Changement de paradigme de recherche à l’ère de l’apprentissage profond
Ces dernières années, les techniques d’apprentissage profond ont démontré un potentiel extraordinaire dans la prédiction de la structure des protéines :
- Modélisation algorithmique (Algorithmic Modeling) : Cette méthode utilise des réseaux de neurones profonds pour apprendre les règles implicites des séquences protéiques à partir de grands ensembles de données, sans dépendre d’hypothèses sur le processus de génération des données et leur distribution. Cela évite les problèmes potentiels de fausses hypothèses des méthodes de modélisation des données.
- Modèles linguistiques : Des modèles comme ProteinBERT et ESM utilisent des réseaux de neurones profonds pour apprendre les règles latentes des séquences protéiques, améliorant ainsi les performances de prédiction de la structure et de la fonction des protéines.
- Prédiction de bout en bout : Des méthodes comme AlphaFold2 prédisent directement la structure tridimensionnelle des protéines à partir de la séquence via un réseau neuronal de bout en bout, améliorant considérablement la précision de la prédiction.
Applications et signification pratique
Les progrès des techniques d’apprentissage profond ont non seulement amélioré la précision théorique de la prédiction de la structure des protéines, mais ont également ouvert de nouvelles possibilités d’applications pratiques. Par exemple, les structures prédites par AlphaFold2 peuvent être utilisées pour améliorer l’application du phasage par remplacement moléculaire en cristallographie, ou pour résoudre de nouvelles structures de protéines virales en combinaison avec des données de réticulation.
De plus, les chercheurs ont découvert que les modèles d’apprentissage profond peuvent être utilisés pour concevoir des séquences protéiques avec des fonctions spécifiques, améliorant grandement l’efficacité de l’ingénierie des protéines. Ces avancées démontrent les avantages et la spécificité de la modélisation algorithmique à l’ère de l’apprentissage profond et des big data, et indiquent que cette méthode continuera à jouer un rôle important à l’avenir.

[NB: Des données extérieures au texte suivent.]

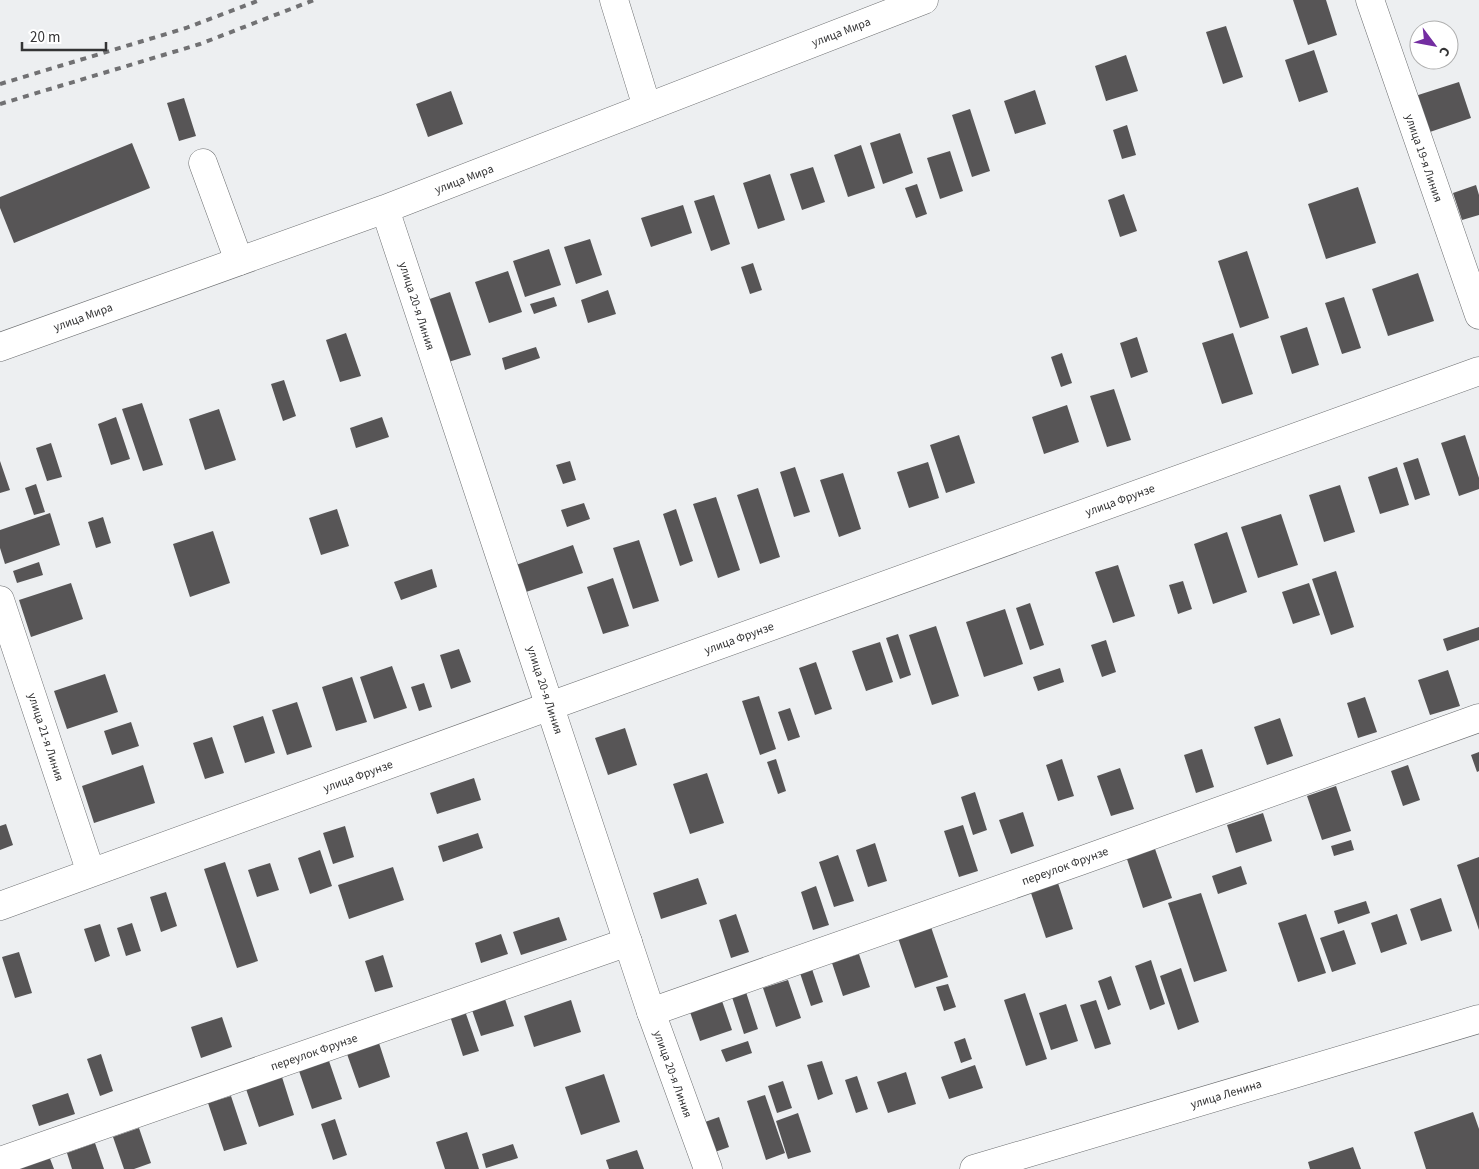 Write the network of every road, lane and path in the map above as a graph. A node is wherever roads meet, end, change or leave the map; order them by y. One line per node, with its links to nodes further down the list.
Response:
1 (614, 0): 4 (street)
2 (924, 0): 4 (street, улица Мира)
3 (1370, 0): 8 (street, улица 19-я Линия)
4 (648, 107): 6 (street, улица Мира)
5 (203, 164): 7 (street)
6 (385, 209): 7 (street, улица Мира); 12 (street, улица 20-я Линия)
7 (239, 261): 9 (street, улица Мира)
8 (1479, 315)
9 (0, 347)
10 (1479, 371): 12 (street, улица Фрунзе)
11 (0, 600): 14 (street, улица 21-я Линия)
12 (550, 706): 14 (street, улица Фрунзе); 16 (street, улица 20-я Линия)
13 (1479, 718): 17 (street, переулок Фрунзе)
14 (91, 874): 15 (street, улица Фрунзе)
15 (0, 906)
16 (628, 942): 17 (street, улица 20-я Линия); 19 (street, переулок Фрунзе)
17 (651, 1012): 20 (street, улица 20-я Линия)
18 (1479, 1019): 21 (street, улица Ленина)
19 (0, 1161)
20 (708, 1169)
21 (974, 1169) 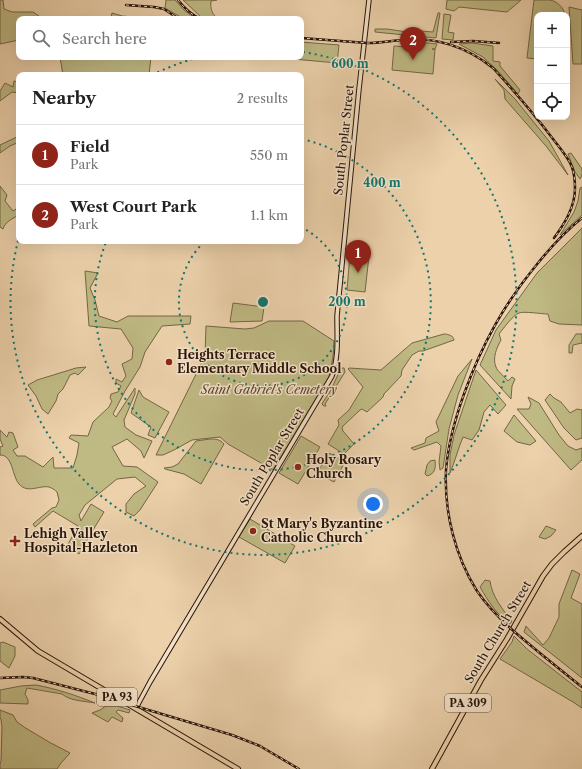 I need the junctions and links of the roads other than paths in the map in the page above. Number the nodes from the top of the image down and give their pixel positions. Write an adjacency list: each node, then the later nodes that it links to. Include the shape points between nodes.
1 (369, 0): 4 (main road, South Poplar Street, via 337,316 337,350 332,376)
2 (582, 536): 6 (highway, South Church Street / PA 309, via 543,576)
3 (0, 619): 4 (highway, PA 93, via 38,651)
4 (136, 708): 5 (highway, PA 93)
5 (238, 769)
6 (432, 769) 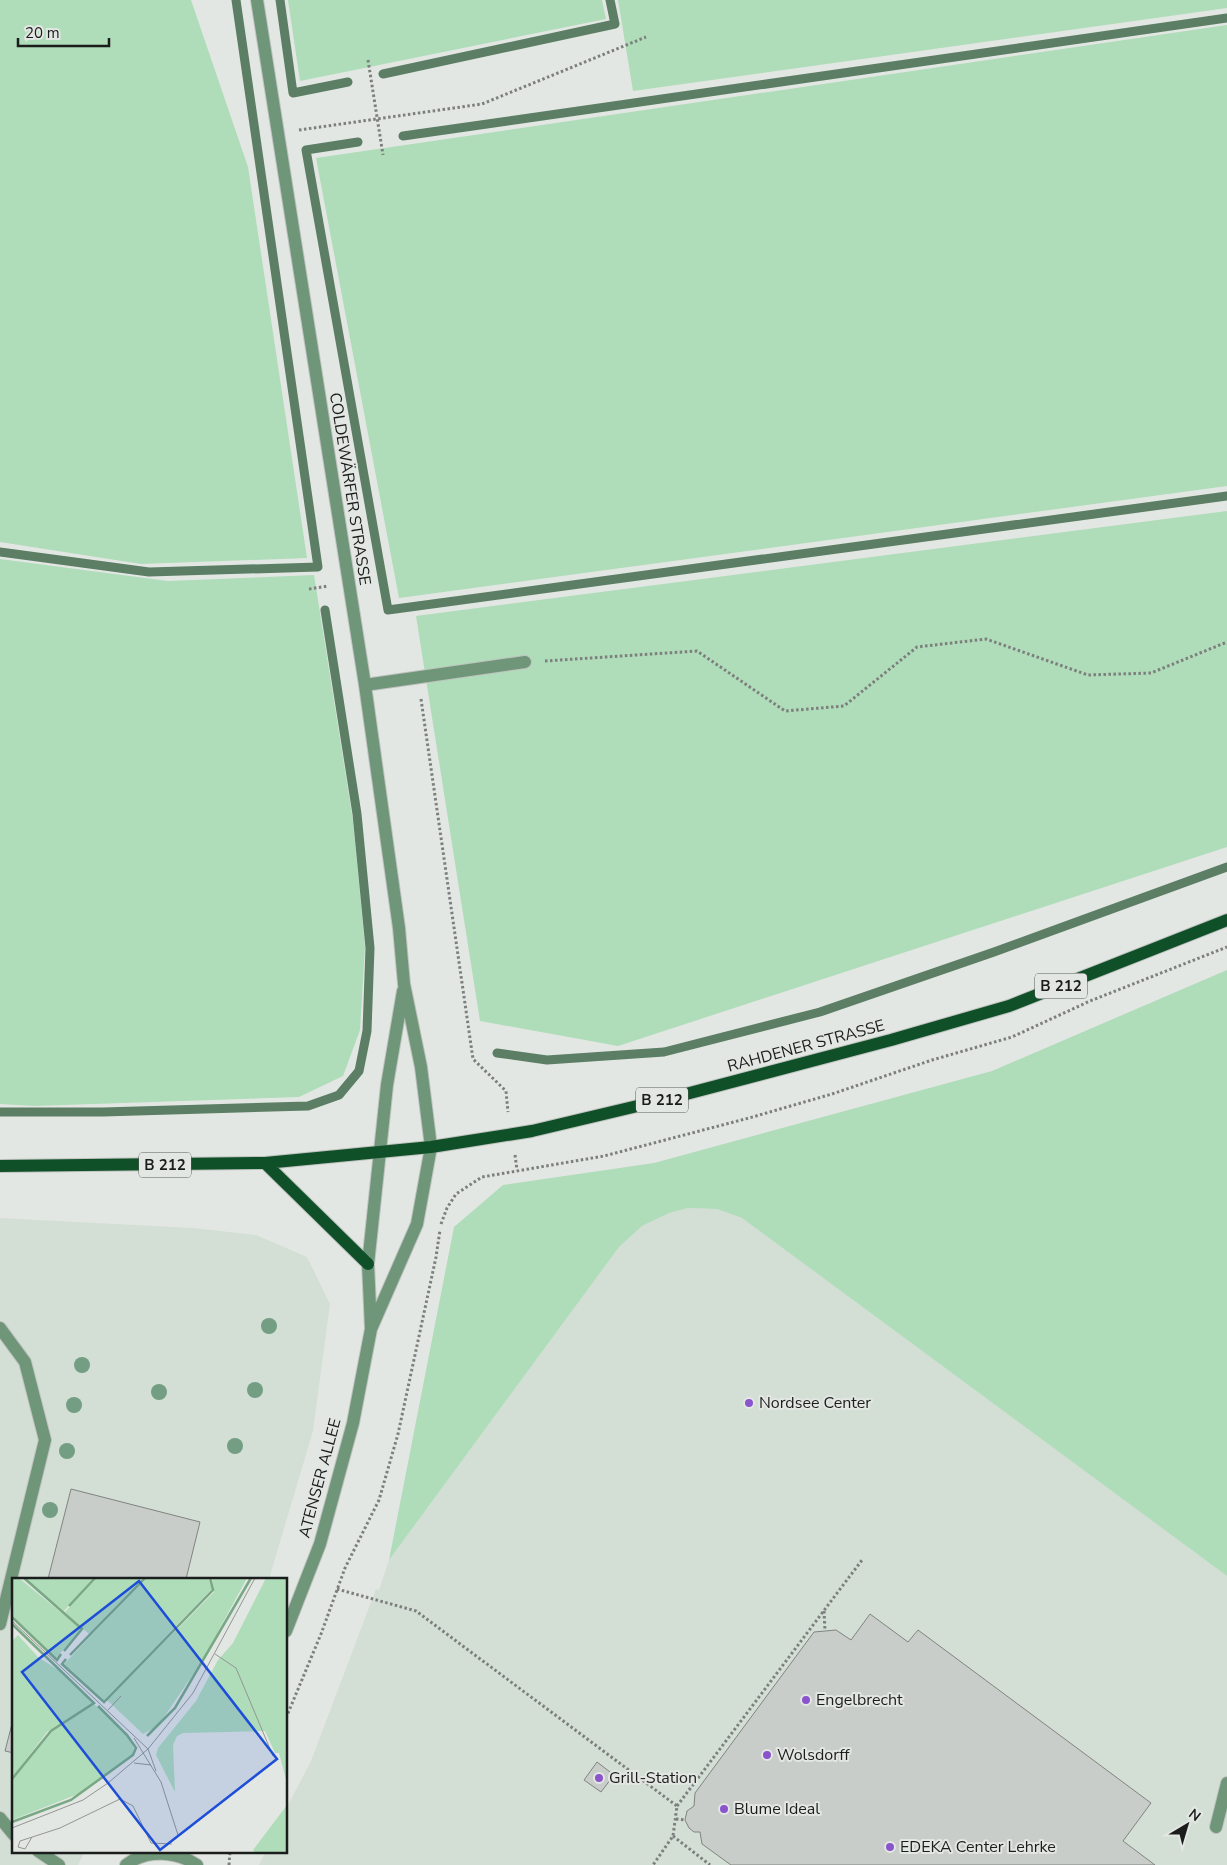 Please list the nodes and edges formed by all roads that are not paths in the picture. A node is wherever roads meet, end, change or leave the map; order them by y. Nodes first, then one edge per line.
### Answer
1 (257, 0) edge
2 (525, 662) road end
3 (365, 685) junction
4 (1227, 920) edge
5 (404, 984) junction
6 (431, 1147) junction
7 (379, 1152) junction
8 (265, 1163) junction
9 (0, 1166) edge
10 (368, 1264) junction
11 (0, 1328) edge
12 (371, 1329) junction
13 (0, 1624) edge
14 (288, 1626) edge
15 (1227, 1783) edge
16 (0, 1818) edge
17 (1216, 1826) dead end
18 (12, 1833) edge
19 (40, 1852) edge
20 (192, 1859) edge
21 (59, 1865) edge
22 (126, 1865) edge

1 - 3 street, COLDEWÄRFER STRASSE
2 - 3 street
3 - 5 street, COLDEWÄRFER STRASSE
4 - 6 main road, RAHDENER STRASSE / B 212
5 - 6 street, COLDEWÄRFER STRASSE
5 - 7 street, COLDEWÄRFER STRASSE
6 - 7 main road, RAHDENER STRASSE / B 212
6 - 12 street, ATENSER ALLEE
7 - 8 main road, B 212
7 - 10 street, ATENSER ALLEE
8 - 9 main road, B 212
8 - 10 main road
10 - 12 street, ATENSER ALLEE
11 - 13 street
12 - 14 street, ATENSER ALLEE
15 - 17 street
16 - 18 street
19 - 21 street
20 - 22 street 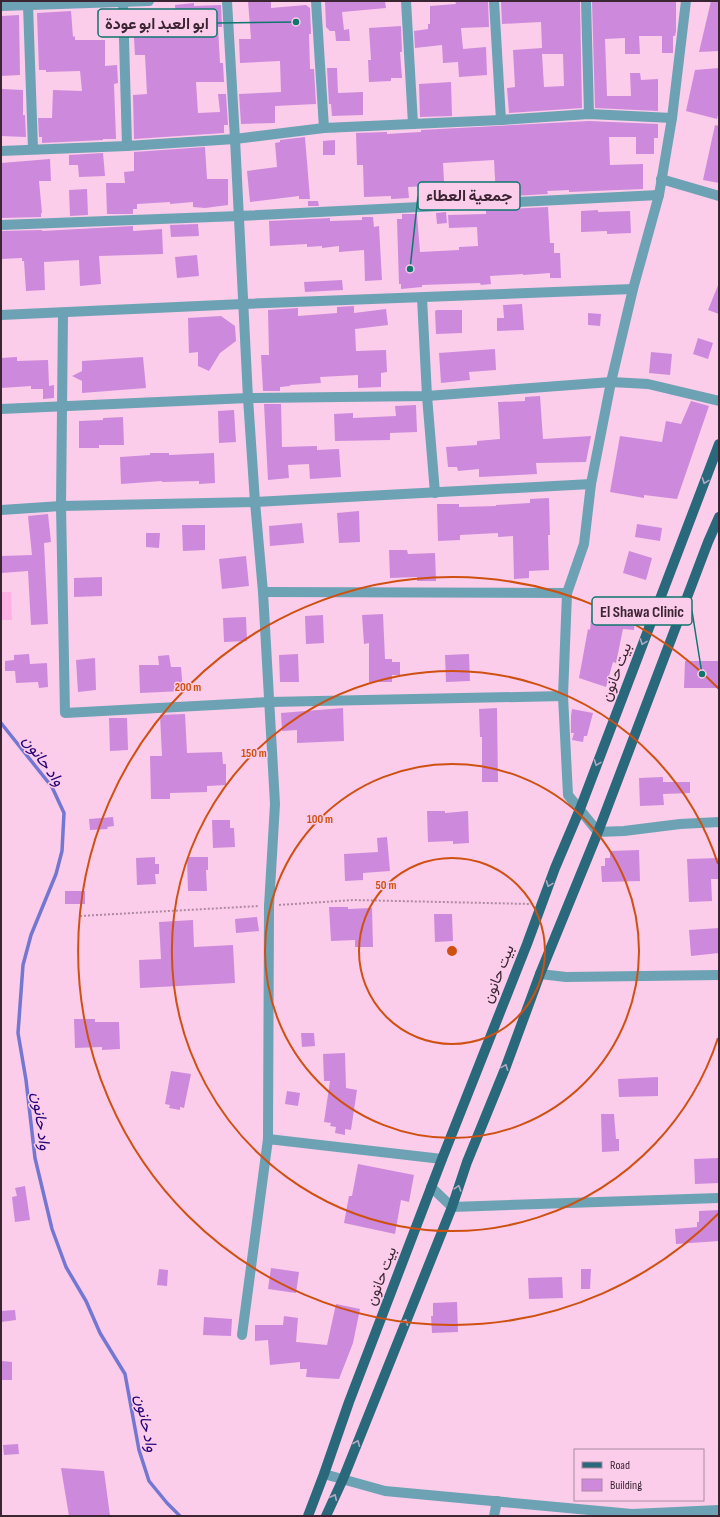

Points forts de la recherche et perspectives futures
- Prédiction de structure à partir d’une seule séquence : Les protéines dans l’environnement naturel peuvent se replier dans leur structure native sans protéines homologues, ce qui indique que leur séquence contient intrinsèquement des informations structurelles. Les recherches futures pourraient se concentrer davantage sur l’amélioration des méthodes de prédiction à partir d’une seule séquence.
- Conception efficace de séquences protéiques : Les techniques d’apprentissage profond ont également montré d’excellentes performances dans la conception de séquences protéiques. Les recherches futures pourraient se concentrer sur la conception de protéines avec des fonctions spécifiques.
- Interprétation des modèles de réseaux neuronaux : Bien que les techniques d’apprentissage profond aient réalisé de grands progrès dans la prédiction structurelle, comprendre les principes internes et les caractéristiques clés de ces modèles reste une direction de recherche importante.
À l’ère de l’apprentissage profond et des big data, la modélisation algorithmique est devenue le paradigme de recherche dominant pour la prédiction de la structure des protéines et continuera à jouer un rôle important à l’avenir. En intégrant les première et deuxième cultures des modèles statistiques, nous pouvons non seulement réaliser des prédictions structurelles de haute précision, mais aussi approfondir notre compréhension des mécanismes de repliement des protéines.